**YOUR OBJECTIVE**
Show every line in the material below in which the string "path" appears.

**EXERCISE MATERIAL**
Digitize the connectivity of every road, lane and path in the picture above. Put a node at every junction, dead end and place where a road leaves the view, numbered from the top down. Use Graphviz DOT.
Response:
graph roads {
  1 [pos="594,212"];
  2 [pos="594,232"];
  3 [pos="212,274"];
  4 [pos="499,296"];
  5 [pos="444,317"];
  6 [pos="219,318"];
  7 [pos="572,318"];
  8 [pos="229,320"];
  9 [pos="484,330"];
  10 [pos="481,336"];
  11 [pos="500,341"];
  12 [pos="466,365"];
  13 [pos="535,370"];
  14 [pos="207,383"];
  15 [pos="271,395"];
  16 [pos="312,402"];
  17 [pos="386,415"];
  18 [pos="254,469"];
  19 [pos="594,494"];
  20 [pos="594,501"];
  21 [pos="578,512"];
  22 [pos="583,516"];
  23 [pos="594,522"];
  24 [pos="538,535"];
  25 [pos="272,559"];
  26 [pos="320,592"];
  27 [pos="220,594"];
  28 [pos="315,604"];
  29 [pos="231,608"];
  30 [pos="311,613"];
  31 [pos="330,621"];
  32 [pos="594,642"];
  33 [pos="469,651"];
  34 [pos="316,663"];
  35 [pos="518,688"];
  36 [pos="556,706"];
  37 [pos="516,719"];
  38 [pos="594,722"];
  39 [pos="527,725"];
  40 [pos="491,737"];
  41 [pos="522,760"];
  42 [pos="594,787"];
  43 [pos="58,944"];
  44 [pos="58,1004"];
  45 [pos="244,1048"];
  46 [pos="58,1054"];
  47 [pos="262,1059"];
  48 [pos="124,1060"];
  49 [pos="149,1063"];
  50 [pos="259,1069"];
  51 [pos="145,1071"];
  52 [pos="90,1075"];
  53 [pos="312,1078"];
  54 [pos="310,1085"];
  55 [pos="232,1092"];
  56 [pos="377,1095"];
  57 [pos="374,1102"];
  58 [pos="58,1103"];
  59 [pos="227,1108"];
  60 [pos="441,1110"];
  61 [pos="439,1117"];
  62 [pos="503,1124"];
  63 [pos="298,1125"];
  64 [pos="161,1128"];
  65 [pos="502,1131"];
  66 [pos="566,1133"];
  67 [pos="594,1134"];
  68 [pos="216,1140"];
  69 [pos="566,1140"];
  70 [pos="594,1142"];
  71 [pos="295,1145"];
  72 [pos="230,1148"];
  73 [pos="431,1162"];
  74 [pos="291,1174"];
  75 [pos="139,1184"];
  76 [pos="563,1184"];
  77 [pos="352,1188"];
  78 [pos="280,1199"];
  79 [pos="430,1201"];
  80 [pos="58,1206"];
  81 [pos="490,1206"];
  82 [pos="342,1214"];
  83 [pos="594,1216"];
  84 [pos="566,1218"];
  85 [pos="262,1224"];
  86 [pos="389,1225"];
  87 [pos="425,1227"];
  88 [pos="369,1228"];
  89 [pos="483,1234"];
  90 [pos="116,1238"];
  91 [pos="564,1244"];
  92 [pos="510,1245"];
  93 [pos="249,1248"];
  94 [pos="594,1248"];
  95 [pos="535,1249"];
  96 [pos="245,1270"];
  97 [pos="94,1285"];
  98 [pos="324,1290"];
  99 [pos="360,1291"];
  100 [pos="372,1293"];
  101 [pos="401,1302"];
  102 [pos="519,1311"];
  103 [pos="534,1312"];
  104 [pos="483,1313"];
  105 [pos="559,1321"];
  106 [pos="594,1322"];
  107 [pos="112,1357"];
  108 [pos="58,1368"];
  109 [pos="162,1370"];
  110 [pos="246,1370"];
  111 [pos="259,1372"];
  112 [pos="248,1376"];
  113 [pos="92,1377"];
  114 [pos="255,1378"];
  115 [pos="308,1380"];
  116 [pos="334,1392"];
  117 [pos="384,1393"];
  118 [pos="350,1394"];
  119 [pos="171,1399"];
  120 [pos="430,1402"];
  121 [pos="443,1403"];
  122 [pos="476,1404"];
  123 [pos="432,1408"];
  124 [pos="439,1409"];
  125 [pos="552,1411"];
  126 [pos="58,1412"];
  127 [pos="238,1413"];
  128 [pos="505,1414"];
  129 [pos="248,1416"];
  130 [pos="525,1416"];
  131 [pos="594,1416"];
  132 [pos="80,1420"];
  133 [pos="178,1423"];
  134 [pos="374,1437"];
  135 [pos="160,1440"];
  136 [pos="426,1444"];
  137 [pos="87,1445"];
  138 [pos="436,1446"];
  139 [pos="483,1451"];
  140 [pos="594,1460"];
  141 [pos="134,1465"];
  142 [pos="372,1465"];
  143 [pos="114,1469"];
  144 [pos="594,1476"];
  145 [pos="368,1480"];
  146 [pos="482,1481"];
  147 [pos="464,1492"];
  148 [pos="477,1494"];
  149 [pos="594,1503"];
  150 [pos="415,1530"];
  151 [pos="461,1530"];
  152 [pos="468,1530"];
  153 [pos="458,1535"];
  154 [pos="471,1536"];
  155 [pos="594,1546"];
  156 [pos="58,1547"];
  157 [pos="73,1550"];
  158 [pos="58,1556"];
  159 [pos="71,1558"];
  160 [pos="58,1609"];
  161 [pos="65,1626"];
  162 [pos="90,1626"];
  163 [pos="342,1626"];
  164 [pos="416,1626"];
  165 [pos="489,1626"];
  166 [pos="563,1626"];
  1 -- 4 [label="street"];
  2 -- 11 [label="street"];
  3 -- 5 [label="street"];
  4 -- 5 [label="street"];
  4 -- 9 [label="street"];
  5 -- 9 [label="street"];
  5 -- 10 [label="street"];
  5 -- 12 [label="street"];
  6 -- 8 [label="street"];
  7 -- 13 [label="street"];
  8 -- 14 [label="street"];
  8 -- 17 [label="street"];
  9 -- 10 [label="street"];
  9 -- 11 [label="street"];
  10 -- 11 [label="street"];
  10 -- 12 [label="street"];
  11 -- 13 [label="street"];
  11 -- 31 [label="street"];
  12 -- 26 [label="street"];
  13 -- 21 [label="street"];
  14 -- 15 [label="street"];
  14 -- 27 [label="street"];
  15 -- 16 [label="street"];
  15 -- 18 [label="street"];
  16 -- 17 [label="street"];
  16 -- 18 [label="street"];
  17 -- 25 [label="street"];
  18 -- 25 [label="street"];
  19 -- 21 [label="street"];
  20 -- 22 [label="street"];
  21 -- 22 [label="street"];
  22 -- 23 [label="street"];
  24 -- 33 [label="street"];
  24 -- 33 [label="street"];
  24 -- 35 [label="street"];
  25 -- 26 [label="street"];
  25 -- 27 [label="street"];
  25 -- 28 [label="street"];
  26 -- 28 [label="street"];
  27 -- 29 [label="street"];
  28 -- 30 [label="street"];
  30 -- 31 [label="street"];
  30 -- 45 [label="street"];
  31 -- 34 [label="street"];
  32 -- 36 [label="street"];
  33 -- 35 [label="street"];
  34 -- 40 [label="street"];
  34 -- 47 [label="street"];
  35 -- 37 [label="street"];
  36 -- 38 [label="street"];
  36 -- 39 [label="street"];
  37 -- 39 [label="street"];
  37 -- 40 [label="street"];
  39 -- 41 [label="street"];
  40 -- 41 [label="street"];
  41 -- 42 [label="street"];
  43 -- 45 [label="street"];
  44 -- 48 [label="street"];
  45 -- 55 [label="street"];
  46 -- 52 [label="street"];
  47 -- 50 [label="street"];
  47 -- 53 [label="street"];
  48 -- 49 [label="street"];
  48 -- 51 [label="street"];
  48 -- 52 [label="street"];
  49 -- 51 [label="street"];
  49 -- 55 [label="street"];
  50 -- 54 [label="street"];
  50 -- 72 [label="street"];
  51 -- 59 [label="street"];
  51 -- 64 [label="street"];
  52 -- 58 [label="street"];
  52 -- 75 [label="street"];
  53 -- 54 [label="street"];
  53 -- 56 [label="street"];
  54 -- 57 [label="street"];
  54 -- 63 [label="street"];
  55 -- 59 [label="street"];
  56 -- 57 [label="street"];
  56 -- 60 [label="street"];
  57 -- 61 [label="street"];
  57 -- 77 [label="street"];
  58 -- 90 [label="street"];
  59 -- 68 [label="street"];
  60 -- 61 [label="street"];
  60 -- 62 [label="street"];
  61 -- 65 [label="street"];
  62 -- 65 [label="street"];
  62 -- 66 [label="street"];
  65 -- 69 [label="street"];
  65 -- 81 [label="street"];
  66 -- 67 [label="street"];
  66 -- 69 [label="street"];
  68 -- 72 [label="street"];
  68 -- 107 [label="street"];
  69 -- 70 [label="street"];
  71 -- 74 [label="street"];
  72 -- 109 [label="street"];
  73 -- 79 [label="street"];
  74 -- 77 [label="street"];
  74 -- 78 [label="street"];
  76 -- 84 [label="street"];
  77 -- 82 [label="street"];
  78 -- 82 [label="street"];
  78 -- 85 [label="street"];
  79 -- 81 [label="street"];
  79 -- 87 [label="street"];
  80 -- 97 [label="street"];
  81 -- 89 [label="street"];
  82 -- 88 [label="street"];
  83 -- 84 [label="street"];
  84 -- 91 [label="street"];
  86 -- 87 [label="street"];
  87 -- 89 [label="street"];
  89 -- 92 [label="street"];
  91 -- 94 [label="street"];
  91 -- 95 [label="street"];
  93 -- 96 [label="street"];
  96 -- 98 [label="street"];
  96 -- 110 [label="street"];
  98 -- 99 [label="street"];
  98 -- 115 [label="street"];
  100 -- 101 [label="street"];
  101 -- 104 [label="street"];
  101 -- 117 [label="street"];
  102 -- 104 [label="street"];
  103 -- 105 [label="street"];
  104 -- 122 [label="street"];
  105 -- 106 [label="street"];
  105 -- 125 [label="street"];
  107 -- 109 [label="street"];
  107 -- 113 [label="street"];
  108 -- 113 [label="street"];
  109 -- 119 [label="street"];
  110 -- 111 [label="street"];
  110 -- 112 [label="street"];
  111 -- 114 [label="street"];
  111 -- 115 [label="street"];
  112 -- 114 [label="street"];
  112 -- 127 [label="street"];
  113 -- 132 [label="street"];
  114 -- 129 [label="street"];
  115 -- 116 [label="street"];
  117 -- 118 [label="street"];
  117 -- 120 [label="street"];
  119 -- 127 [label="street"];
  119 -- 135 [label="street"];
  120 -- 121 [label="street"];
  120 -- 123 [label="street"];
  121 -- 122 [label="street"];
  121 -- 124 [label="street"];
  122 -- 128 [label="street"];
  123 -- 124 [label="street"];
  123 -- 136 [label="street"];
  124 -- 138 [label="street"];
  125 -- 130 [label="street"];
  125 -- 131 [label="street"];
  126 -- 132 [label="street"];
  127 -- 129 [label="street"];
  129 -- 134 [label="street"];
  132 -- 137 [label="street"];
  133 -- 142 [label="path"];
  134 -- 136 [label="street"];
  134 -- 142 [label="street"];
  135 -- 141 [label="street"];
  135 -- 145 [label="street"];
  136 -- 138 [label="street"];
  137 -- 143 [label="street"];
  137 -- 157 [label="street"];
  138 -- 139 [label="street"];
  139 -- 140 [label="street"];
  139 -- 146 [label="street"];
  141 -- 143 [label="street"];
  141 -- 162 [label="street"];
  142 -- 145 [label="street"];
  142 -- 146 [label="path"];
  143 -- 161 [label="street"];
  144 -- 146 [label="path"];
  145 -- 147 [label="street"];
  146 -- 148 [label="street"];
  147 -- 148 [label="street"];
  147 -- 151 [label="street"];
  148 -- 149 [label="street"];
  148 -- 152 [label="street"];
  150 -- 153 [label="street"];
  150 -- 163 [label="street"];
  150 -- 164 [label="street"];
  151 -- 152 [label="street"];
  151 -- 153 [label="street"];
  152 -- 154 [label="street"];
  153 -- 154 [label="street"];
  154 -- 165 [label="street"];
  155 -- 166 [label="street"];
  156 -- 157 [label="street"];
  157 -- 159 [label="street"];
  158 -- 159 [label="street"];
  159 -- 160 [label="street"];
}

**WRITTEN SOLUTION**
Digitize the connectivity of every road, lane and path in the picture above. Put a node at every junction, dead end and place where a road leaves the view, numbered from the top down. Use Graphviz DOT.
  133 -- 142 [label="path"];
  142 -- 146 [label="path"];
  144 -- 146 [label="path"];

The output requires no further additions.